> **WORK TASK**: Scan the entries below. Report each line where the string "roads" occurs.
++++ DATA IN THIS EXERCISE ++++
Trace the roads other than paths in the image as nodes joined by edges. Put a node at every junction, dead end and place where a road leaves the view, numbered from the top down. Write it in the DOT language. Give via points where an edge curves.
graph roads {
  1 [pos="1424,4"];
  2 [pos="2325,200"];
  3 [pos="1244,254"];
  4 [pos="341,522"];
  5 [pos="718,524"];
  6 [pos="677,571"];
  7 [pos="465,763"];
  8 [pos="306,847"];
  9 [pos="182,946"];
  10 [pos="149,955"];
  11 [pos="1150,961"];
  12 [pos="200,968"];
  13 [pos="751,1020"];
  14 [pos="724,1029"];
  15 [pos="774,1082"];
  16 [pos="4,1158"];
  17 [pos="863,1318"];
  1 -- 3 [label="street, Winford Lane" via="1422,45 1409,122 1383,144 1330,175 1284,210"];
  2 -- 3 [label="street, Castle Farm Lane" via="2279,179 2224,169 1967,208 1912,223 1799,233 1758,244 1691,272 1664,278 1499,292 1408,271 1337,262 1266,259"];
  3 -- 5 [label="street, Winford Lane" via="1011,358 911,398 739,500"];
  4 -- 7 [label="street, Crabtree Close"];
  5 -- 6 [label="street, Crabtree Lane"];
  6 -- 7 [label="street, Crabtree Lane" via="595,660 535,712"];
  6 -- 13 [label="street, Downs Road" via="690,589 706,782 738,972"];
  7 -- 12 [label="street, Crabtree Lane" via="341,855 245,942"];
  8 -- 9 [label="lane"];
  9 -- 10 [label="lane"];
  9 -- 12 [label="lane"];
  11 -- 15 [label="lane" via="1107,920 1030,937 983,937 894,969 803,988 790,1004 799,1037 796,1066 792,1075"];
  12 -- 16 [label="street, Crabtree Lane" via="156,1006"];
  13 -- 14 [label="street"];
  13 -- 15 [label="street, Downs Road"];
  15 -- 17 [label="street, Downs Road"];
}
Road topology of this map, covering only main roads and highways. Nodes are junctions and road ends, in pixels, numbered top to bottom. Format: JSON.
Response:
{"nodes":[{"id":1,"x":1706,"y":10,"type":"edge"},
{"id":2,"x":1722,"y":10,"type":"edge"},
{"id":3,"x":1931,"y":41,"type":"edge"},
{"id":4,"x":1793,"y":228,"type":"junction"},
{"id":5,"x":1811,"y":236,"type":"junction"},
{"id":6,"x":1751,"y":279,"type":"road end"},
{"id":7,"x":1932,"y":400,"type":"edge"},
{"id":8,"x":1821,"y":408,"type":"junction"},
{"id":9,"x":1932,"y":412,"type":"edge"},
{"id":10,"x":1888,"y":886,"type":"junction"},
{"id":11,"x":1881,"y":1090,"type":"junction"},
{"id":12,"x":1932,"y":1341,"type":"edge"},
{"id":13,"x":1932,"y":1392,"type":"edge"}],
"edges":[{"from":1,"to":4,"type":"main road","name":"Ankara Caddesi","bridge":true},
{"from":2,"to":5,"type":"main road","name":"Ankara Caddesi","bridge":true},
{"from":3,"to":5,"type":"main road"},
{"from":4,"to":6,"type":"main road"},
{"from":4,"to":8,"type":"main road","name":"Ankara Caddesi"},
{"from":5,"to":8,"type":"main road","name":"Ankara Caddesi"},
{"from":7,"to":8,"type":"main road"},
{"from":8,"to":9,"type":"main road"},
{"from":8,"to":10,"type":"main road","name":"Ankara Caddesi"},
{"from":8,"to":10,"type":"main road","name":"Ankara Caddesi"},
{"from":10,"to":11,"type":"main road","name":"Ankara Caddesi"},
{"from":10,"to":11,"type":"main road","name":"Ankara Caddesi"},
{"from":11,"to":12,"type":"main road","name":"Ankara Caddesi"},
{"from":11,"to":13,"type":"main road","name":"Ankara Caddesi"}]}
++++
> **SOLUTION FOR THIS EXERCISE**:
Trace the roads other than paths in the image as nodes joined by edges. Put a node at every junction, dead end and place where a road leaves the view, numbered from the top down. Write it in the DOT language. Give via points where an edge curves.
graph roads {
Road topology of this map, covering only main roads and highways. Nodes are junctions and road ends, in pixels, numbered top to bottom. Format: JSON.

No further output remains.